[HECnet] DECdns

Johnny Billquist bqt at softjar.se
Tue May 31 07:41:17 PDT 2016


Paul...

On 2016-05-31 15:52, Paul_Koning at Dell.com wrote:
>
>> On May 28, 2016, at 11:00 PM, Mark Abene <phiber at phiber.com> wrote:
>>
>> DECdns serves a similar purpose to the real DNS, except it's
>> specifically for resolving DECnet node names to node addresses.
>
> That's a small part of what DECdns aimed to do.  The bigger part (and something that "real" DNS still struggles with) was to provide a fault tolerant, distributed, dynamically updated name-address mapping.

Paul, I'm sure there are a lot of things about DECdns that are both well 
designed and interesting. Unfortunately I know pretty much nothing about 
it. :-(

> At the time DECdns was designed, the Internet's DNS was basically just a text file connected to a trivial daemon, with updates done by sending new versions of those text files around.  That was roughly the same level of primitiveness that the DECnet Phase II through IV node name mappings had.  DECdns delivered a distributed database with automatic machinery for distributing updates reliably.
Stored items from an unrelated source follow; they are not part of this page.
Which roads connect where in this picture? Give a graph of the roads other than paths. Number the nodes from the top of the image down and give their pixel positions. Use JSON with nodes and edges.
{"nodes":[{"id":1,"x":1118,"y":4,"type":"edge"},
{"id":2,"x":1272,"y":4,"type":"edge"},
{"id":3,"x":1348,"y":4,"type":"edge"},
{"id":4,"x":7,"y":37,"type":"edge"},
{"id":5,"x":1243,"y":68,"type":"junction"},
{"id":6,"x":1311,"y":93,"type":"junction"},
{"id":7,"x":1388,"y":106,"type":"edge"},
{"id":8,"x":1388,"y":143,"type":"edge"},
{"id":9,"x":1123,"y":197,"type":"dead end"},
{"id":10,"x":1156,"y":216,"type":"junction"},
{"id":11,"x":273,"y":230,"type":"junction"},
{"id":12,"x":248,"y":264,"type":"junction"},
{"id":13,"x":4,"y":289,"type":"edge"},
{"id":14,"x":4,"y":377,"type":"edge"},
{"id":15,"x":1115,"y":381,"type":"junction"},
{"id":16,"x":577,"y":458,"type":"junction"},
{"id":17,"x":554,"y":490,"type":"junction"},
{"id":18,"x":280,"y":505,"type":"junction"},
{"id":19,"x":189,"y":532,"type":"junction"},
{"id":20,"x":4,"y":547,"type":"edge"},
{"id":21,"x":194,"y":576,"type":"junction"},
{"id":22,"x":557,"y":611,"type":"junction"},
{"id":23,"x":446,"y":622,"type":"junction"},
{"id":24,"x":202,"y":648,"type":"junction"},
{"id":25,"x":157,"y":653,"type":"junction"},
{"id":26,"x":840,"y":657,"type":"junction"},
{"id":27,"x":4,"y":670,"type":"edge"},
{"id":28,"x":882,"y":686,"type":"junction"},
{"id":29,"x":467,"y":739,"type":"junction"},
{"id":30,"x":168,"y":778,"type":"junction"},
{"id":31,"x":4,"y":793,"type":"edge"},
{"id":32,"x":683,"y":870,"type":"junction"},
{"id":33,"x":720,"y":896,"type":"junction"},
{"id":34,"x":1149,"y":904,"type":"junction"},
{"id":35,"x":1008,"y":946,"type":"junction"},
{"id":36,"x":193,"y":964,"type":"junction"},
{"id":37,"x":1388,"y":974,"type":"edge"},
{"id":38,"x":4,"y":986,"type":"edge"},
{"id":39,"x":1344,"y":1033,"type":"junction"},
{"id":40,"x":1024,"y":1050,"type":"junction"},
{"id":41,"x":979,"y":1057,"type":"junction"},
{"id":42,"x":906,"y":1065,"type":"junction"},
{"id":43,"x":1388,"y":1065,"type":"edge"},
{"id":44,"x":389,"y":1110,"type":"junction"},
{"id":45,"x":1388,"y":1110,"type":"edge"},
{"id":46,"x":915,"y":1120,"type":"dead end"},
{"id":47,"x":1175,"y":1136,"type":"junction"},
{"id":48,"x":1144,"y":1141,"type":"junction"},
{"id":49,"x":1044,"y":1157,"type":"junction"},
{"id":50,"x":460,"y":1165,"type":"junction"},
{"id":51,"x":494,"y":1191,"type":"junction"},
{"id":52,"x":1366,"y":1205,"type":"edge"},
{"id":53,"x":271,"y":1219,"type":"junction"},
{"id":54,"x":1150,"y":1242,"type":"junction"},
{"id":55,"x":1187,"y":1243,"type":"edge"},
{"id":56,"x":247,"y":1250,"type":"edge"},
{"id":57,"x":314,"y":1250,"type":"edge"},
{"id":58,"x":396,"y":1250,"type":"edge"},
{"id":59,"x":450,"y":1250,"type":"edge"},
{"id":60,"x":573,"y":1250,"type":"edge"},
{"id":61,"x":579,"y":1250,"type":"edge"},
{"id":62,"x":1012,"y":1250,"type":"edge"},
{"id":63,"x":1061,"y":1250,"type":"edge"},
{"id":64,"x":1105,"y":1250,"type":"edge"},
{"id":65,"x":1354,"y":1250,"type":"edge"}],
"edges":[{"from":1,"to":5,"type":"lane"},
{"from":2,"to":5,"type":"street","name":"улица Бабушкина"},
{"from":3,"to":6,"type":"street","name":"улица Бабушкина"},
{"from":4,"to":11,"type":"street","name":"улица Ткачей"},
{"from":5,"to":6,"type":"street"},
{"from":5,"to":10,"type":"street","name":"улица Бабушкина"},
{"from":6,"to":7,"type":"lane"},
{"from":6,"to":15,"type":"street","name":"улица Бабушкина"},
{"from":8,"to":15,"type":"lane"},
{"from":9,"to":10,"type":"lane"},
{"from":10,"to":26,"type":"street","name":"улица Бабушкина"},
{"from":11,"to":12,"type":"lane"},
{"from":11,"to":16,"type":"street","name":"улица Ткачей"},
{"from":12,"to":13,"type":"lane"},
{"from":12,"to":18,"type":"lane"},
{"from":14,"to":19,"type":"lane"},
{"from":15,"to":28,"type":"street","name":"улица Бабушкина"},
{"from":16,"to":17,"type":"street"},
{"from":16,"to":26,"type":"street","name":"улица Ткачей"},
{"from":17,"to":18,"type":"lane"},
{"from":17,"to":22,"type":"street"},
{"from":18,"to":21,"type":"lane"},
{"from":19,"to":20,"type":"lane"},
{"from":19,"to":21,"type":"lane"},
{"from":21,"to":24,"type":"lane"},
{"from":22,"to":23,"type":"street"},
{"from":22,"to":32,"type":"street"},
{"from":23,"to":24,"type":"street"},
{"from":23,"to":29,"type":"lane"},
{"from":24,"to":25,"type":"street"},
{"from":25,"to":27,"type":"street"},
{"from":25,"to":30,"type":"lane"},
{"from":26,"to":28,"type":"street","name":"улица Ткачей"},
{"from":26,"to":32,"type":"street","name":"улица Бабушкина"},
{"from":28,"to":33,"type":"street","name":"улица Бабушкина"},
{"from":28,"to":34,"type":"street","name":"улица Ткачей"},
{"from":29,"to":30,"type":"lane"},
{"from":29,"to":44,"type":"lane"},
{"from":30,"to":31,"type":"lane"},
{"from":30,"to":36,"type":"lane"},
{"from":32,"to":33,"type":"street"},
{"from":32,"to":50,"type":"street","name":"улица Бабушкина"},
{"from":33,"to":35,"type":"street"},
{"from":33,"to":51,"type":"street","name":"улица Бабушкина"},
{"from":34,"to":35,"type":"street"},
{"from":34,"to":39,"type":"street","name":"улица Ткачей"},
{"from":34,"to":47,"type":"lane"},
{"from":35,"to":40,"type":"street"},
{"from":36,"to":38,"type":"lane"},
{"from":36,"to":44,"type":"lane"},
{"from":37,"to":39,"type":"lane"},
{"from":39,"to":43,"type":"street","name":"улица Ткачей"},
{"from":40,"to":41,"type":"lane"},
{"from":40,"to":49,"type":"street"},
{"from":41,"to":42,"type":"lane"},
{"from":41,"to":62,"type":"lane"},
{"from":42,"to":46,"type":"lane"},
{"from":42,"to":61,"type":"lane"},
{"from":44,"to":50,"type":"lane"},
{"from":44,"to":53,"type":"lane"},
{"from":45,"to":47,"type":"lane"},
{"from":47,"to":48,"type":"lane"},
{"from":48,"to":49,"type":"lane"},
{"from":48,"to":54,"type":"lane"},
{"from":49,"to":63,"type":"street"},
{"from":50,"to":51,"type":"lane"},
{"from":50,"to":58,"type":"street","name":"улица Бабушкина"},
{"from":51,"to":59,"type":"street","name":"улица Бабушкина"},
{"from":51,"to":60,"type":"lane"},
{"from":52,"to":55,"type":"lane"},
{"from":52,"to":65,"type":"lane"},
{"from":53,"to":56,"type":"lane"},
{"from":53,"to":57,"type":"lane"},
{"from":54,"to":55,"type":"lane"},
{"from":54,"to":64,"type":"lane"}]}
However, your description and/or understanding of DNS seems to be very 
weird. DNS have never been just a text file connected to a daemon. It 
sounds like you are conflating DNS and the pre-DNS /etc/hosts (or 
HOSTS.TXT) file, that was used in the early days. Which might match the 
time frame of DECdns. The HOSTS.TXT file was not even connected to any 
daemon. Your programs were expected to just read and parse the file 
themselves, as needed. Or at least on the systems I know about. Exactly 
how this worked could differ from one system to the next. But there 
wasn't anything called "DNS" at that time.

DNS is distributed, with automatic updating of secondaries from 
primaries. It is rather fault tolerant, and very scalable.

The one thing "lacking" have been an easy way of adding new information 
programatically, while at the same time ensure security and data 
validity. So you often still have the source of information for the 
primary server being managed in a text file. But that file is not sent 
around to other servers of the domain. DNS takes care of distribution 
and replication itself.

This adding have become a larger issue over time, as people are 
expecting to just plug in devices to the network, and then be able to 
refer to them by some name that should pop into the local DNS server.